FreeBSD
Geli Harddisk Encryption
On the following page, I explain how to implement harddisk encryption with Geli.
Replacing a Harddisk
Here, we explain how to move from an old disk to a new one using UFS.
# gpart destroy ada2
# gpart create -s gpt ada2
# gpart add -t freebsd-boot -l otrsboot -b 40 -s 512k -a 4k ada2
# gpart bootcode -b /boot/pmbr -p /boot/gptboot -i 1 ada2
# gpart add -t freebsd-ufs -l otrsrootfs -b 1M -s 10G -a 4k ada2
# gpart add -t freebsd-swap -l otrsswap -s 16G -a 4k ada2
# gpart add -t freebsd-ufs -l otrsvarfs -s 2G -a 4k ada2
# gpart add -t freebsd-ufs -l otrstmpfs -s 500M -a 4k ada2
# gpart add -t freebsd-ufs -l otrsjotrs -s 100G -a 4k ada2
# gpart add -t freebsd-ufs -l otrsjworkstation -s 100G -a 4k ada2
# gpart add -t freebsd-ufs -l otrsjails -s 100G -a 4k ada2
# gpart add -t freebsd-ufs -l otrsusrfs-a 4k ada2
# gpart show -l da0
# newfs -U /dev/gpt/otrsrootfsnewfs -U /dev/gpt/otrsvarfs
# newfs -U /dev/gpt/otrstmpfs
# newfs -U /dev/gpt/otrsjotrs
# newfs -U /dev/gpt/otrsjworkstation
# newfs -U /dev/gpt/otrsjails
# newfs -U /dev/gpt/otrsusrfs
Mount all partitions in the right places and copy the old stuff to the new disk:
# tar czpf - / | tar xzf -
Auditing can be pretty useful.

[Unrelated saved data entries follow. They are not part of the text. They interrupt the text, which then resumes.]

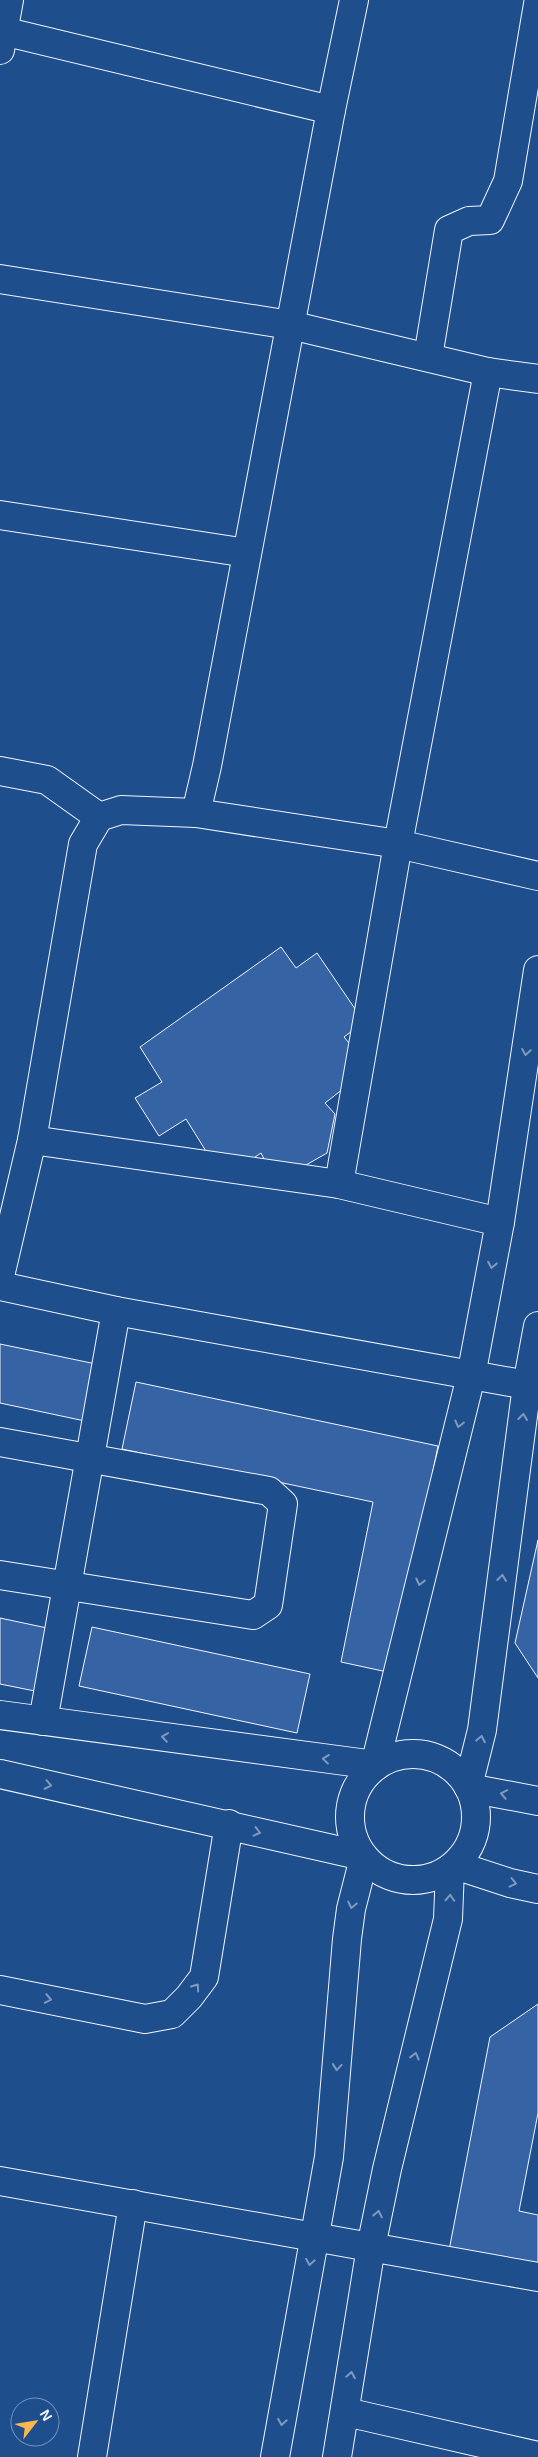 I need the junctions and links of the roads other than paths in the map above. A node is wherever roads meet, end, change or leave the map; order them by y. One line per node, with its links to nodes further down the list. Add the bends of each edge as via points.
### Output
1 (9, 0): 4 (street)
2 (354, 0): 5 (street)
3 (538, 4): 8 (street, via 508,181 490,220 468,221 450,230)
4 (2, 41): 5 (street)
5 (331, 110): 7 (street)
6 (0, 279): 7 (street)
7 (290, 325): 8 (street); 12 (street)
8 (428, 357): 9 (street)
9 (488, 372): 10 (street); 16 (street)
10 (538, 379)
11 (0, 515): 12 (street)
12 (247, 553): 14 (street)
13 (0, 771): 15 (street, via 47,780)
14 (196, 812): 15 (street, via 121,810); 16 (street)
15 (99, 817): 19 (street, via 83,844)
16 (398, 844): 17 (street); 20 (street)
17 (538, 876)
18 (538, 970): 21 (street, one-way to 21)
19 (32, 1140): 20 (street); 22 (street)
20 (339, 1184): 21 (street)
21 (500, 1222): 26 (street, one-way to 26)
22 (0, 1276)
23 (0, 1286): 24 (street)
24 (116, 1311): 26 (street); 29 (street)
25 (538, 1326): 27 (street)
26 (471, 1376): 27 (street); 34 (street, one-way to 34)
27 (533, 1386): 36 (street, one-way to 27, via 482,1730)
28 (0, 1442): 29 (street)
29 (90, 1459): 31 (street); 31 (street, via 269,1491 283,1504 268,1605 253,1614)
30 (0, 1575): 31 (street)
31 (67, 1587): 33 (street)
32 (0, 1715): 33 (street)
33 (43, 1721): 34 (street, one-way to 33)
34 (375, 1765): 36 (street, via 391,1756 427,1754 458,1772); 39 (street, via 360,1780 352,1798 349,1818 353,1838)
35 (0, 1774): 38 (street, one-way to 38)
36 (469, 1787): 37 (street, one-way to 36); 40 (street, via 477,1814 476,1828 464,1854)
37 (538, 1801)
38 (229, 1824): 39 (street, one-way to 39); 42 (street, one-way to 38, via 145,2019 172,2014 204,1977)
39 (363, 1857): 40 (street, via 390,1876 405,1880 436,1876); 45 (street, one-way to 45, via 350,1917 329,2157)
40 (452, 1867): 41 (street, one-way to 41); 46 (street, one-way to 40, via 387,2168 448,1920)
41 (538, 1889)
42 (0, 1990)
43 (0, 2181): 44 (street)
44 (133, 2204): 45 (street); 50 (street)
45 (315, 2236): 46 (street); 51 (street, one-way to 51)
46 (371, 2247): 47 (street); 48 (street, one-way to 46)
47 (538, 2277)
48 (346, 2412): 49 (street); 52 (street)
49 (538, 2456)
50 (92, 2457)
51 (276, 2457)
52 (337, 2457) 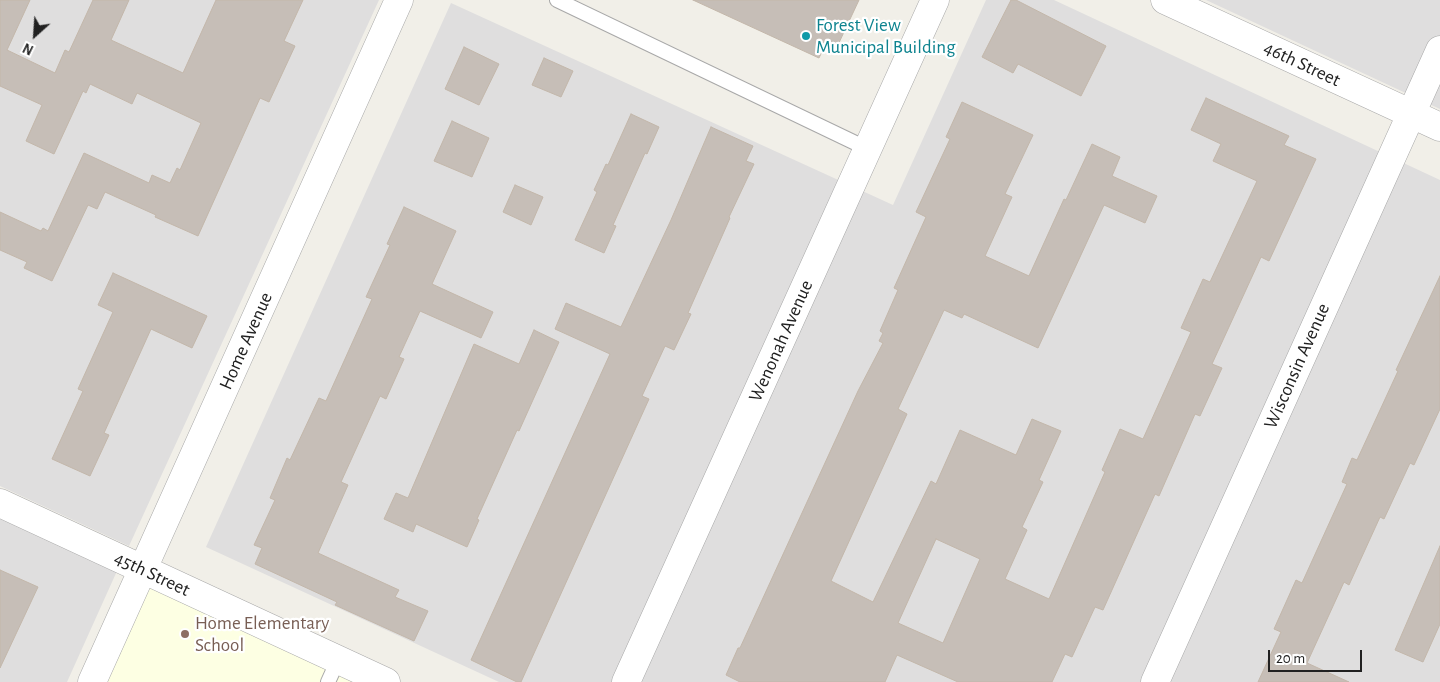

Turn it on by passing the following command:
# echo auditd_enable=\"YES\" >> /etc/rc.conf
See the Handbook chapter for further information.
Some Hardening Topics
Some things to remember – unfortunately far from being complete.
Securelevel
Lowest: -1, Highest: 3
Set to highest:
# echo kern_securelevel_enable=\"YES\" >> /etc/rc.conf
# echo kern_securelevel=3 >> /etc/rc.conf
Open Ports
Check for open ports using
# sockstat -4
# sockstat -6
Xorg
In /usr/X11R6/bin/startx add argument such that
serverargs="-nolisten tcp"
Check with sockstat, whether the open port 6000 has disappeared.
syslogd
If you don't need logging from remote machines, change the /etc/rc.conf file by typing
# echo syslogd_enable=\"YES\" >> /etc/rc.conf
# echo syslogd_flags=\"-ss\" >> /etc/rc.conf
Clear \tmp
To clear the \tmp directory at startup do
# echo clear_tmp_enable=\"YES\" >> /etc/rc.conf
Prevent Remote Login
To prevent all remote login and allow only physical login change /etc/login.access to allow
-:wheel:ALL EXCEPT LOCAL